--- Your task ---
Each line of the data below that holds the word "dead" is to be reported in full.

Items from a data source

- - -

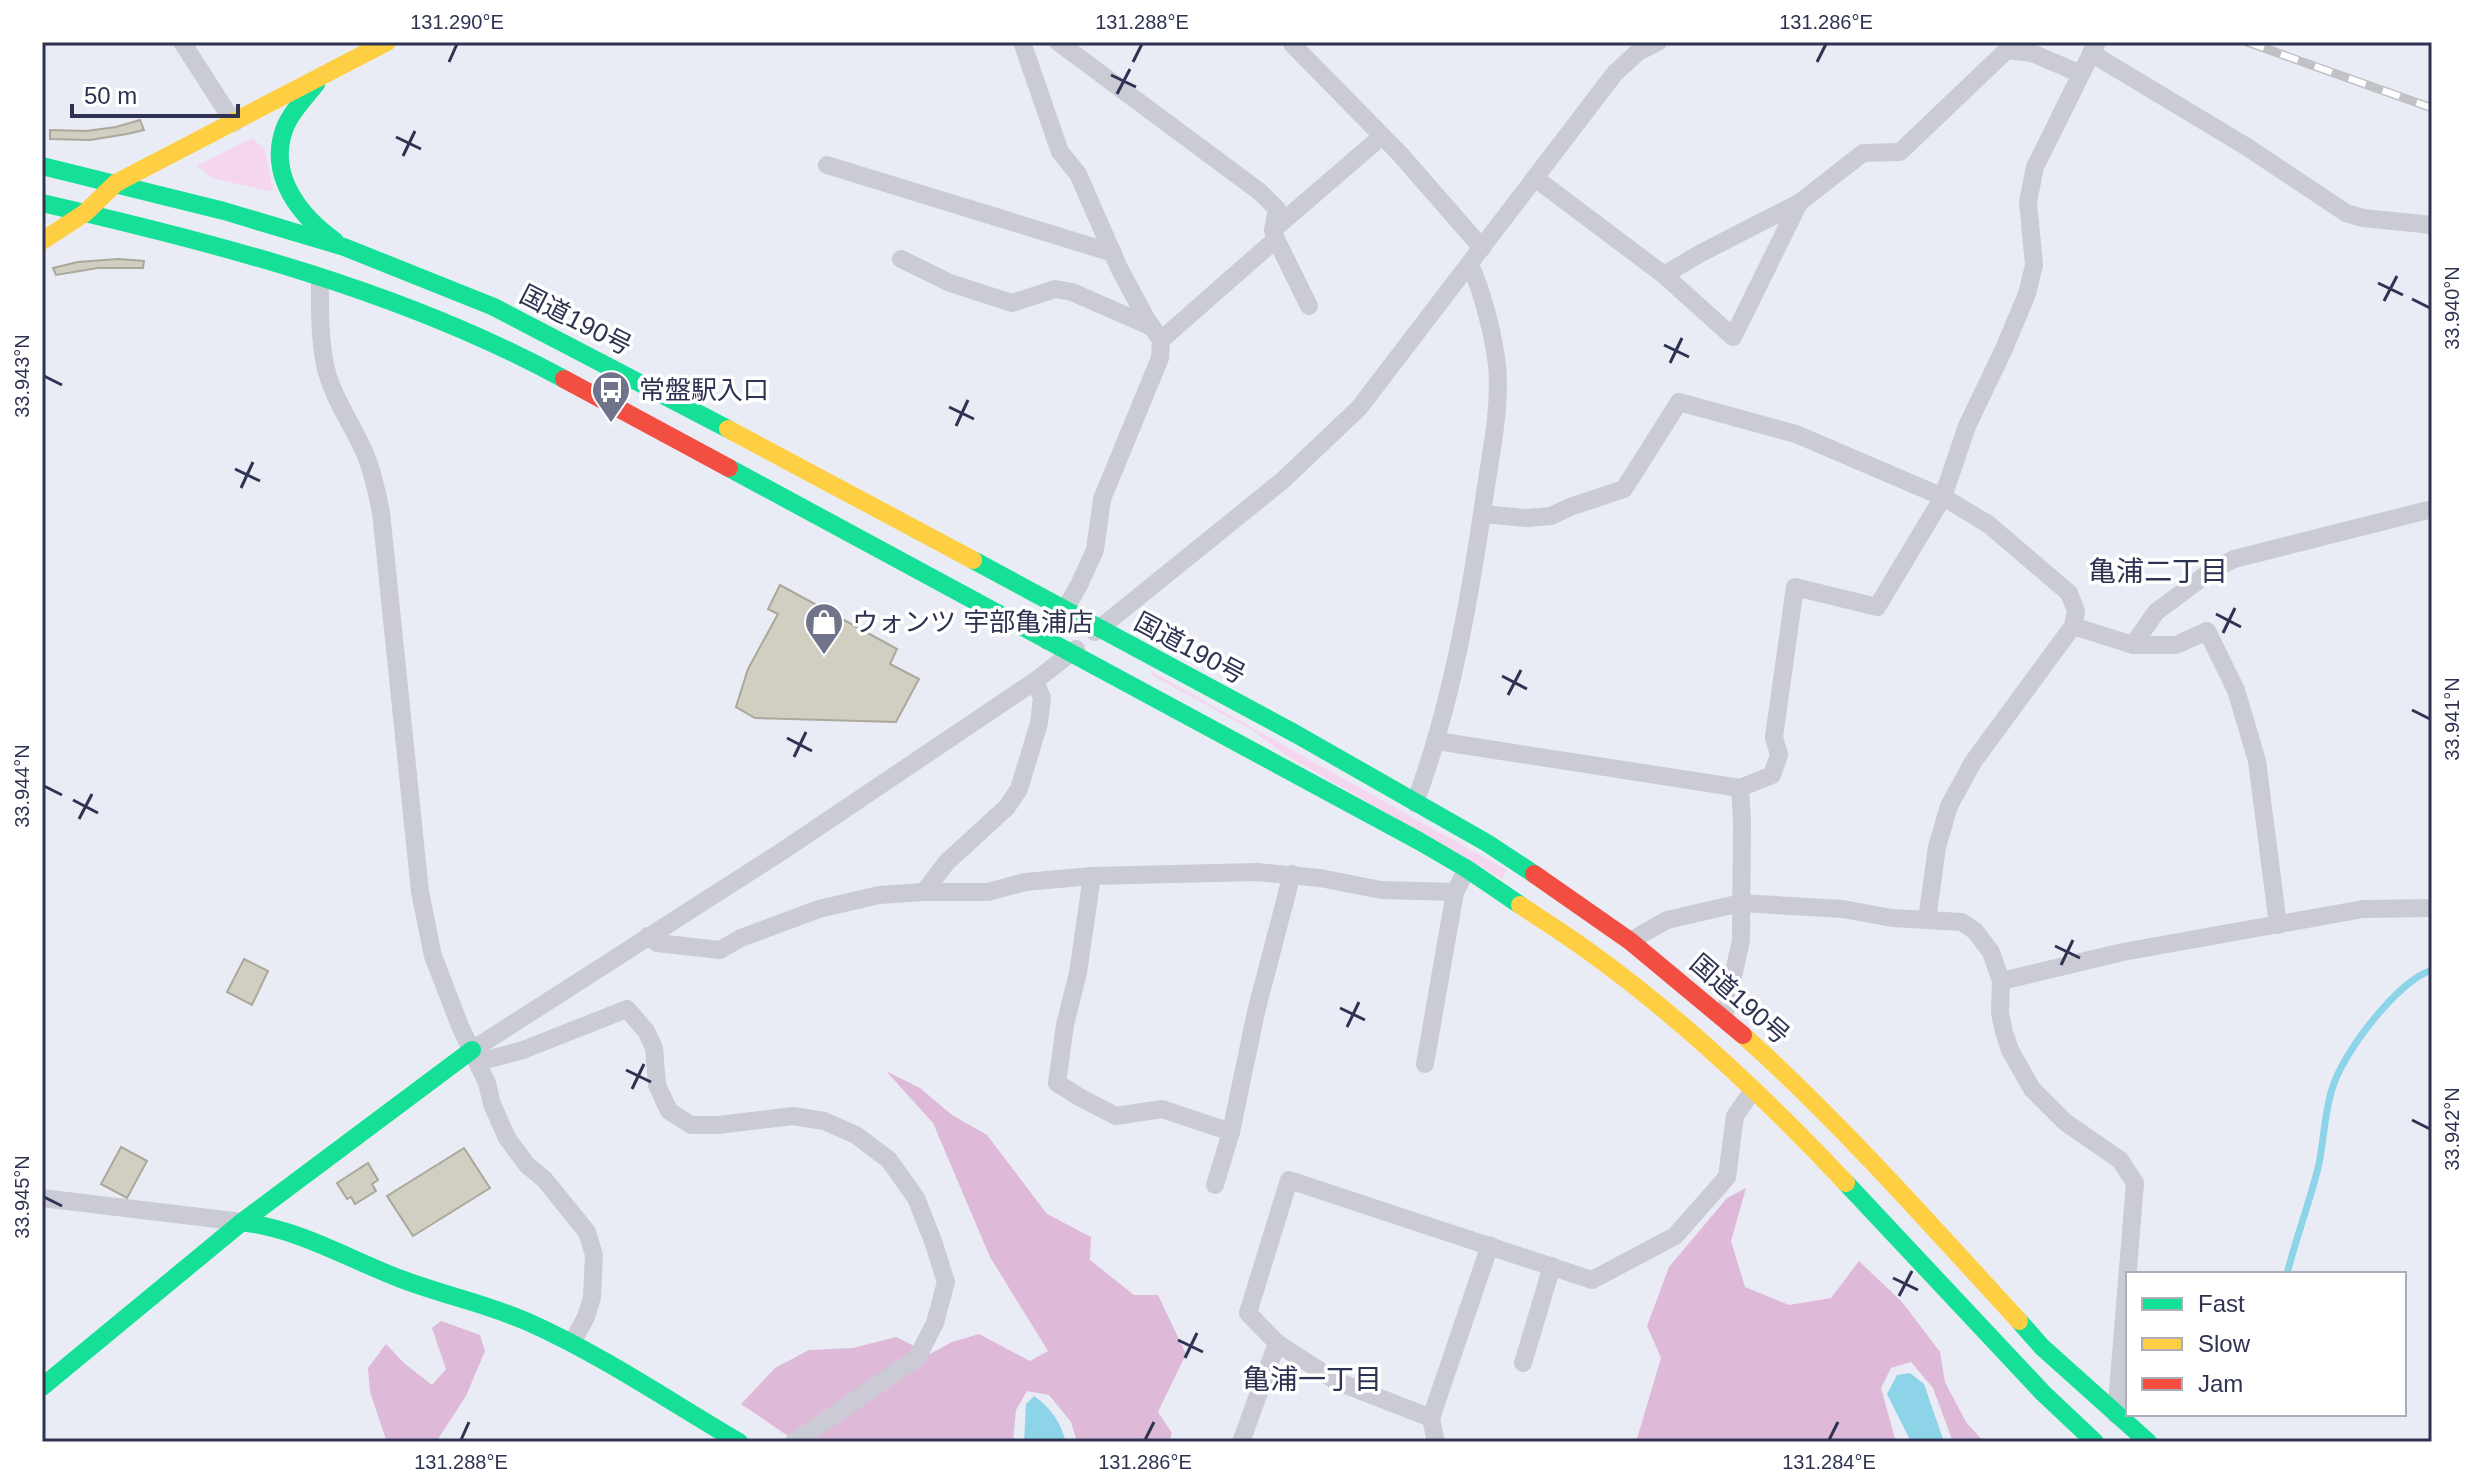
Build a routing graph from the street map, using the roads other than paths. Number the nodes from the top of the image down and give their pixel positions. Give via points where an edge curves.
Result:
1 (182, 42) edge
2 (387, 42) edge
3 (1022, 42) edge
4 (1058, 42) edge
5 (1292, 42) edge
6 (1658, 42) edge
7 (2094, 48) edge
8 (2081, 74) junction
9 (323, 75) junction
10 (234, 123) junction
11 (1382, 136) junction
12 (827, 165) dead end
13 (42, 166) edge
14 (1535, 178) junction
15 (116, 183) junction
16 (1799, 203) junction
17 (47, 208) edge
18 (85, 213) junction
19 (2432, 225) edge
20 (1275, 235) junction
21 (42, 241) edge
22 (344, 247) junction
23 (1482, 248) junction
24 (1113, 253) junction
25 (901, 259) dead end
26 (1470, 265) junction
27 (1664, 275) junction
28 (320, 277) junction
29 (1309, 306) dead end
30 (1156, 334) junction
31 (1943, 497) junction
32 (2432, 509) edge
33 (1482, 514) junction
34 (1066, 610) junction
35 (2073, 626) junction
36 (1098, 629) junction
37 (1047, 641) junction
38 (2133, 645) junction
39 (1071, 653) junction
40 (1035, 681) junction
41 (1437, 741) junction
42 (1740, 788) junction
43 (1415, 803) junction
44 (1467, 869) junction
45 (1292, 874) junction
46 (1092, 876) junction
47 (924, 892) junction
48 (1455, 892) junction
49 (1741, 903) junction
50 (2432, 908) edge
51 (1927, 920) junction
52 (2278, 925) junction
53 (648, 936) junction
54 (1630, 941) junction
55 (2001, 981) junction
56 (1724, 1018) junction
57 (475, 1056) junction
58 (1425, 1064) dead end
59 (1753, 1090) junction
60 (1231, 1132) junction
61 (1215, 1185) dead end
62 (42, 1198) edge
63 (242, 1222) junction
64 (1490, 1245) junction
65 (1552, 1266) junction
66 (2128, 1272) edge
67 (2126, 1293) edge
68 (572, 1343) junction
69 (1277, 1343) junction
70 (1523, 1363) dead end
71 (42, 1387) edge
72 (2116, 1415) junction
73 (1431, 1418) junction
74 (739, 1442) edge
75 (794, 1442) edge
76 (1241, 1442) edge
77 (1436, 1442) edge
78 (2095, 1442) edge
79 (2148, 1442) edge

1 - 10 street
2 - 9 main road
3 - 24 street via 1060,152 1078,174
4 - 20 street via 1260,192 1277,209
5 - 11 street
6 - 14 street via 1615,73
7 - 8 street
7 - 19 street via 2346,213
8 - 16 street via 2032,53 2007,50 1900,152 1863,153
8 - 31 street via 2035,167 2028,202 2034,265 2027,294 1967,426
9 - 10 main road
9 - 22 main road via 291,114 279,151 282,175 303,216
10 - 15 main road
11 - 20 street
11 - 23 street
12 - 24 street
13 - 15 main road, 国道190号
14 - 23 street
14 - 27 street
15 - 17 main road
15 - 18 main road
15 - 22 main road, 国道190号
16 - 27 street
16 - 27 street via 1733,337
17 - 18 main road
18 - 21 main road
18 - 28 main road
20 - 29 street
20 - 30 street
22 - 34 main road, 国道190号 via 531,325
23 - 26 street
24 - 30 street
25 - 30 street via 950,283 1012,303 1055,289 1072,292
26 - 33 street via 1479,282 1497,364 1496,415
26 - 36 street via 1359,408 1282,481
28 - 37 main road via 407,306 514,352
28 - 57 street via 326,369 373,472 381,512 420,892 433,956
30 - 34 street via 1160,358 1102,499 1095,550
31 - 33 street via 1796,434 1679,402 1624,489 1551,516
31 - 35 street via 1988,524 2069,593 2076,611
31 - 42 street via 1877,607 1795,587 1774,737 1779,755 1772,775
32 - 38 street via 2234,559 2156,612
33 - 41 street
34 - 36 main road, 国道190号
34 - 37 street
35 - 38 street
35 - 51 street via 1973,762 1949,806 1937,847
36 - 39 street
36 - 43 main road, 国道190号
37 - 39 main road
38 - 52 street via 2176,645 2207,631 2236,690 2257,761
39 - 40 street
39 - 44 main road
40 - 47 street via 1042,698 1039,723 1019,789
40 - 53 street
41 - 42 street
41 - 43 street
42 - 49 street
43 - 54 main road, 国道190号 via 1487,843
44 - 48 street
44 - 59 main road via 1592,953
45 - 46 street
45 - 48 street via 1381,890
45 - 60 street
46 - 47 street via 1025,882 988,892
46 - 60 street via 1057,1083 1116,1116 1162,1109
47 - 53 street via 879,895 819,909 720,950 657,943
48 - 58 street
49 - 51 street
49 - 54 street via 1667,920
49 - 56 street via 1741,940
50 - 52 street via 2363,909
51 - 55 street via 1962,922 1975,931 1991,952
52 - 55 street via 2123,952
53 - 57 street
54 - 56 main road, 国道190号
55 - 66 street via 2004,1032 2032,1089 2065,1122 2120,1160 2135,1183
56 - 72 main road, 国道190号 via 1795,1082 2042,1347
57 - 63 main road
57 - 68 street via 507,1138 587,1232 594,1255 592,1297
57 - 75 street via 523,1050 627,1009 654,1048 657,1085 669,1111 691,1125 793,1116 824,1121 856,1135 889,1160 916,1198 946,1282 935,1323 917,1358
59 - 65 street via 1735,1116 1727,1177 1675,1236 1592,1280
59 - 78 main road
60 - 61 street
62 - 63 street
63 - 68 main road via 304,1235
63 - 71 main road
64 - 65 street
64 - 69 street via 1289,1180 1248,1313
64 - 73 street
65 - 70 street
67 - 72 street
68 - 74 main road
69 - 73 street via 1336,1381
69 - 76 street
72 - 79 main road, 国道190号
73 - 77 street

- - -

--- Response below ---
12 (827, 165) dead end
25 (901, 259) dead end
29 (1309, 306) dead end
58 (1425, 1064) dead end
61 (1215, 1185) dead end
70 (1523, 1363) dead end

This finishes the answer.